Dries van Noten's Seductive Unpredictability

The collection was Dries at his very best, working the contrasts between high and low and marrying the functional beauty of workwear to the embroidered glories of something approaching couture.
By
  • Tim Blanks

PARIS, France — Dries Van Noten's invitation was a slab of Perspex printed with a Luke Stephenson portrait of a bird. Dries was quite specific. It was a portrait, not a photograph. In the same mindset, he thought of each of the women on his catwalk as a portrait, with eyes made up to emphasise the fact they were looking at YOU.

I didn’t get that, but I got the birds. Feathers were a recurring motif, real feathers capping heads, sprouting from a beaded top or the lapel of a fabulous double-breasted navy trouser suit, fake plastic feathers cascading down dresses, tops and skirts. Light, flight, airiness, anything you associate with birds (apart from carrion crows) insinuated itself into a collection that felt like a transformative moment for Van Noten.

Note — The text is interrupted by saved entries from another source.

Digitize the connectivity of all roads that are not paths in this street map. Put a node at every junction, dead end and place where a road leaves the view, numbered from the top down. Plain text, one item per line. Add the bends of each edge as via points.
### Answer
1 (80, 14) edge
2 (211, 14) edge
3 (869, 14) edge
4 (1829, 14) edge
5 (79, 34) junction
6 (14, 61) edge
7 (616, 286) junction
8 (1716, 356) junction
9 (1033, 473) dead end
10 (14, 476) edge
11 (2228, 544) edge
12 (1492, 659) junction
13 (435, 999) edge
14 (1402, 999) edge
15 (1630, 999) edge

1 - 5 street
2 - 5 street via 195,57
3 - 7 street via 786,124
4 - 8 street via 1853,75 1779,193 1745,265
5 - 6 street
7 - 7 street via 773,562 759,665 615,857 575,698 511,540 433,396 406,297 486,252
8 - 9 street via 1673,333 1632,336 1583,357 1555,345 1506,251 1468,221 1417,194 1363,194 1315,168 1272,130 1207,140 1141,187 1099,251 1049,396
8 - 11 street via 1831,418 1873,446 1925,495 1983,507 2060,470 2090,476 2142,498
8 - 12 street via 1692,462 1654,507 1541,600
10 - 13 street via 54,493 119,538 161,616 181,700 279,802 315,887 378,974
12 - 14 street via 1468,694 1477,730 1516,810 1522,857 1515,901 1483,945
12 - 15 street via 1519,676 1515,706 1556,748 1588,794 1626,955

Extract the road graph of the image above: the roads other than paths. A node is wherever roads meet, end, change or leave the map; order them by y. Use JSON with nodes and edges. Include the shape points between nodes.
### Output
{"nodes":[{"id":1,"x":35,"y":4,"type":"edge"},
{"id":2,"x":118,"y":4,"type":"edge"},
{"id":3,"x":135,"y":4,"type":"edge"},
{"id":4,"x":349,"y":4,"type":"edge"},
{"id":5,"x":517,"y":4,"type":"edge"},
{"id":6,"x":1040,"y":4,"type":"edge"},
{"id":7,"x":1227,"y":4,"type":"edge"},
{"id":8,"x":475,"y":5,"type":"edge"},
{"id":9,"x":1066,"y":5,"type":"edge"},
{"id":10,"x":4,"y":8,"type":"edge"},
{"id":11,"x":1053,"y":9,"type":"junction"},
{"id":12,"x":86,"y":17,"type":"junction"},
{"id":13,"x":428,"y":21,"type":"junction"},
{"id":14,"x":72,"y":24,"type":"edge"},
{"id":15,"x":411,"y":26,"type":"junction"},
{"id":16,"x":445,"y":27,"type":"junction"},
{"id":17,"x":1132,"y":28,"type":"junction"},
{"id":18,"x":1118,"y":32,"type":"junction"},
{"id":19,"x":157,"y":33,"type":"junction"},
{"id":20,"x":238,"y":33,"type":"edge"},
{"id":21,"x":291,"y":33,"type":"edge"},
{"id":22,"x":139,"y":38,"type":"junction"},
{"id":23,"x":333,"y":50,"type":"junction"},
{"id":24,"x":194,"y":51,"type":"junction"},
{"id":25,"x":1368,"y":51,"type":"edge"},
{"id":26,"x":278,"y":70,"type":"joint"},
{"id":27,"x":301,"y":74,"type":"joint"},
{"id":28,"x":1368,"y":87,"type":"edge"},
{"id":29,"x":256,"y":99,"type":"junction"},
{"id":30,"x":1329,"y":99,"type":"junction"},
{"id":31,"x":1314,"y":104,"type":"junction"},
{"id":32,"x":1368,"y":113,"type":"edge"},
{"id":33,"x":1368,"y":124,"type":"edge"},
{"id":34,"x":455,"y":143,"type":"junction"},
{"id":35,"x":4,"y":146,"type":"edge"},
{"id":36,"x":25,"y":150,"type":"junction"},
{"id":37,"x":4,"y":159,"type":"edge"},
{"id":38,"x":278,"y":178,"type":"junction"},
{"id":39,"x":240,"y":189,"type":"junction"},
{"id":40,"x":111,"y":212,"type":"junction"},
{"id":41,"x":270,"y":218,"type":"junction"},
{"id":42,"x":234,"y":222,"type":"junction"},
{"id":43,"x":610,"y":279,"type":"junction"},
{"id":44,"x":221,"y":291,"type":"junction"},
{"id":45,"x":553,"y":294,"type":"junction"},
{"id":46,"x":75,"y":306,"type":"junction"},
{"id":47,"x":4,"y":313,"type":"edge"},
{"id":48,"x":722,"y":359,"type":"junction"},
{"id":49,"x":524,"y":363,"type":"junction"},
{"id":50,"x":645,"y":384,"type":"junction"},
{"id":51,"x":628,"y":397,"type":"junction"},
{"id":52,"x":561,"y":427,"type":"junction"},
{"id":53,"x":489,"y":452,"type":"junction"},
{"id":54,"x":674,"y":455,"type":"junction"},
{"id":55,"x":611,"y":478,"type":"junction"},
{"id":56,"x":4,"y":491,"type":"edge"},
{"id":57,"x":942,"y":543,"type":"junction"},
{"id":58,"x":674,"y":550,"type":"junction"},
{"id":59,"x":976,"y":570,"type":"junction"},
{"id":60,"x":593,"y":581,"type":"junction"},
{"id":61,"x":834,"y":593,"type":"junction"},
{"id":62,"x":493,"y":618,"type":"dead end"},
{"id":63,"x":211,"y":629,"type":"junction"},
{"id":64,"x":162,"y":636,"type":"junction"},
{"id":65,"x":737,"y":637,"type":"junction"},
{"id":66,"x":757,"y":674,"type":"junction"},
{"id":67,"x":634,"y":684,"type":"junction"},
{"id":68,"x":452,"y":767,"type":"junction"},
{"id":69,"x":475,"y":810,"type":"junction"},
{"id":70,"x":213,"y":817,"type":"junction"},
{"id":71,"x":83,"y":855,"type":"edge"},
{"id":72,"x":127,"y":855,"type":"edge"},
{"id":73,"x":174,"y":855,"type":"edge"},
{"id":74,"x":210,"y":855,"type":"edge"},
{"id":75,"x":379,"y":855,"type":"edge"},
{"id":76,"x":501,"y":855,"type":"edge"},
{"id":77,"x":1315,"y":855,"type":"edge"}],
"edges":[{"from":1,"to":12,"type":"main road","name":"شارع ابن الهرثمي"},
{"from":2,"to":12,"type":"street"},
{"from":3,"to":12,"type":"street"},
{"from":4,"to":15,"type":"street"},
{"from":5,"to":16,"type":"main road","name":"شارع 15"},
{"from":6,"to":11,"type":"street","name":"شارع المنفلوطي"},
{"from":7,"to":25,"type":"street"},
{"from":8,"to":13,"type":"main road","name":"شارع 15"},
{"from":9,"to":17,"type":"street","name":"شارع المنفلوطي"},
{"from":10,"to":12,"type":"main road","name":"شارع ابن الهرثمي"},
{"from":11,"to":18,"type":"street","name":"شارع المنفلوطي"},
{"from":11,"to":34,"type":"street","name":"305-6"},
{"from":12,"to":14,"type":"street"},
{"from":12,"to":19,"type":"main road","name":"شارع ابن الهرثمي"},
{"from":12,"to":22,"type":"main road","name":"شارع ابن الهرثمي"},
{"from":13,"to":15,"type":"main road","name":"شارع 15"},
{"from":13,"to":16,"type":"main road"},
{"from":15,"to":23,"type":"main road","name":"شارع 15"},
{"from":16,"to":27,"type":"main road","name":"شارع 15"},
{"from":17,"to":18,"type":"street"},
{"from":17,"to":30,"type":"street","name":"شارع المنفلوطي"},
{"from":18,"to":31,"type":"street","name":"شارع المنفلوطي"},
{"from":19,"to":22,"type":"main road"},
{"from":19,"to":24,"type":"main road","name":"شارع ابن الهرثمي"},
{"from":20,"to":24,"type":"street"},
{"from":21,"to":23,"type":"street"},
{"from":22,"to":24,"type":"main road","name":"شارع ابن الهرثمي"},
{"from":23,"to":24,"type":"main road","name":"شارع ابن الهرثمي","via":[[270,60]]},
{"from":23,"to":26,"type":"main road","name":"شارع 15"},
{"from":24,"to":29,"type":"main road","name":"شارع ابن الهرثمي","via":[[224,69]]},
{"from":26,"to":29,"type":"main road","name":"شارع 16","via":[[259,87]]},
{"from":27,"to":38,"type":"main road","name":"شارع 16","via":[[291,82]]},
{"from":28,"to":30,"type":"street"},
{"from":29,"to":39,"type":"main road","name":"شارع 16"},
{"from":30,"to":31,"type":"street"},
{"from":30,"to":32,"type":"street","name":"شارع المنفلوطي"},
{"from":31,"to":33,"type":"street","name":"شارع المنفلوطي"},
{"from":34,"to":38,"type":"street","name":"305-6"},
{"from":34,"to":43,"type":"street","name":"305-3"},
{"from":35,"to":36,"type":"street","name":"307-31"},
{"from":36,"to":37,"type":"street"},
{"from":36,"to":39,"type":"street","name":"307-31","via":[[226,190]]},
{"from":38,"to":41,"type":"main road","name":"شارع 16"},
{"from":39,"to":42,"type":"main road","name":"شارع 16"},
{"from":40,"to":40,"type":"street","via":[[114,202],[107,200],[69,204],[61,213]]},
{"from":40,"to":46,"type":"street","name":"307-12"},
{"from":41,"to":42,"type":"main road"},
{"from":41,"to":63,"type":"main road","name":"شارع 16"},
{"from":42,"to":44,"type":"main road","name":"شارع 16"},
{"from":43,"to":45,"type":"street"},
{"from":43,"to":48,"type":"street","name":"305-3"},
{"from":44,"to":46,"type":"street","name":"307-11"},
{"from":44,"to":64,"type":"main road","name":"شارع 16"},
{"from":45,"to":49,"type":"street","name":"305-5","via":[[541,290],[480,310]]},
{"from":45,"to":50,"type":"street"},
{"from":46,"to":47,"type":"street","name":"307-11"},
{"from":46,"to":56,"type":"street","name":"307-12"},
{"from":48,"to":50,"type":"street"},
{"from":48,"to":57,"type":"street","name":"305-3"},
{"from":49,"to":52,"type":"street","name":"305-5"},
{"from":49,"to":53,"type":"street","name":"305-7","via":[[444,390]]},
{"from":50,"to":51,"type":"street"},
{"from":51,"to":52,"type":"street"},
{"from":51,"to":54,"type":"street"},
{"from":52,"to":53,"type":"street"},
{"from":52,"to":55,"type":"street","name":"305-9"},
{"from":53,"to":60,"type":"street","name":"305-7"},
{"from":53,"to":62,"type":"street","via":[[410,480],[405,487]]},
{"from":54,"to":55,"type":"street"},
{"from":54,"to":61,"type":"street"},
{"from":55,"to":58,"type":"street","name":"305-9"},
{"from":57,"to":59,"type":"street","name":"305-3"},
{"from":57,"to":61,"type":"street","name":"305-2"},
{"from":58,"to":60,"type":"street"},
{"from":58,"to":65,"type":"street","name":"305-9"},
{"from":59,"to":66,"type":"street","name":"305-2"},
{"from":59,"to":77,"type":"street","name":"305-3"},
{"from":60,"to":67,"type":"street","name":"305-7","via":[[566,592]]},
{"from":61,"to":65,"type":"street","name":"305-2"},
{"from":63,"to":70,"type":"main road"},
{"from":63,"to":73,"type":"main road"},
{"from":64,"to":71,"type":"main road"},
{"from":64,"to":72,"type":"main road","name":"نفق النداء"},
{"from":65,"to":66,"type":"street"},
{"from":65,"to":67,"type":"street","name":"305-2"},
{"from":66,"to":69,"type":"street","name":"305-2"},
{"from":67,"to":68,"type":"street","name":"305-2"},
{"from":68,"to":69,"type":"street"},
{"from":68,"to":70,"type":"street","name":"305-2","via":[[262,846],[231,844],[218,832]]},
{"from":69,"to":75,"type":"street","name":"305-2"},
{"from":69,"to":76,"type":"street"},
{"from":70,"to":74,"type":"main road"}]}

Or maybe it was simply something that took him back to basics. He insisted that his recent investment from Puig had changed nothing, aside from guaranteeing his company a future. That actually sounds pretty major, and if it was the spur for this collection, then hallelujah! It was Dries at his very best, working the contrasts between high and low, marrying the functional beauty of workwear to the beaded, embroidered glories of something approaching couture.

"I don't want to make couture," he demurred. "I like to make clothes." But there is something alchemical about Van Noten when he addresses the fundamental things. A boiler suit rolled down over an embellished top, or a big coat knotted round the waist created a peplum silhouette, a modern New Look. He was insistent: YOU can do that, you don't need a designer to show you how.

Not strictly true, when it’s a designer who offers you such counter-intuitive but seductive unpredictability: the delicacy of organza-like nylon and silk coats over boldly striped dresses, the bold hand-painted brushstrokes on a sinuous shirtdress, the yellow netting slung round a photo-printed wrap skirt. And all the time, the blank canvas of white cotton. It was a perfectly tuned combination of reality and fantasy, which is fashion’s raison d’etre right now.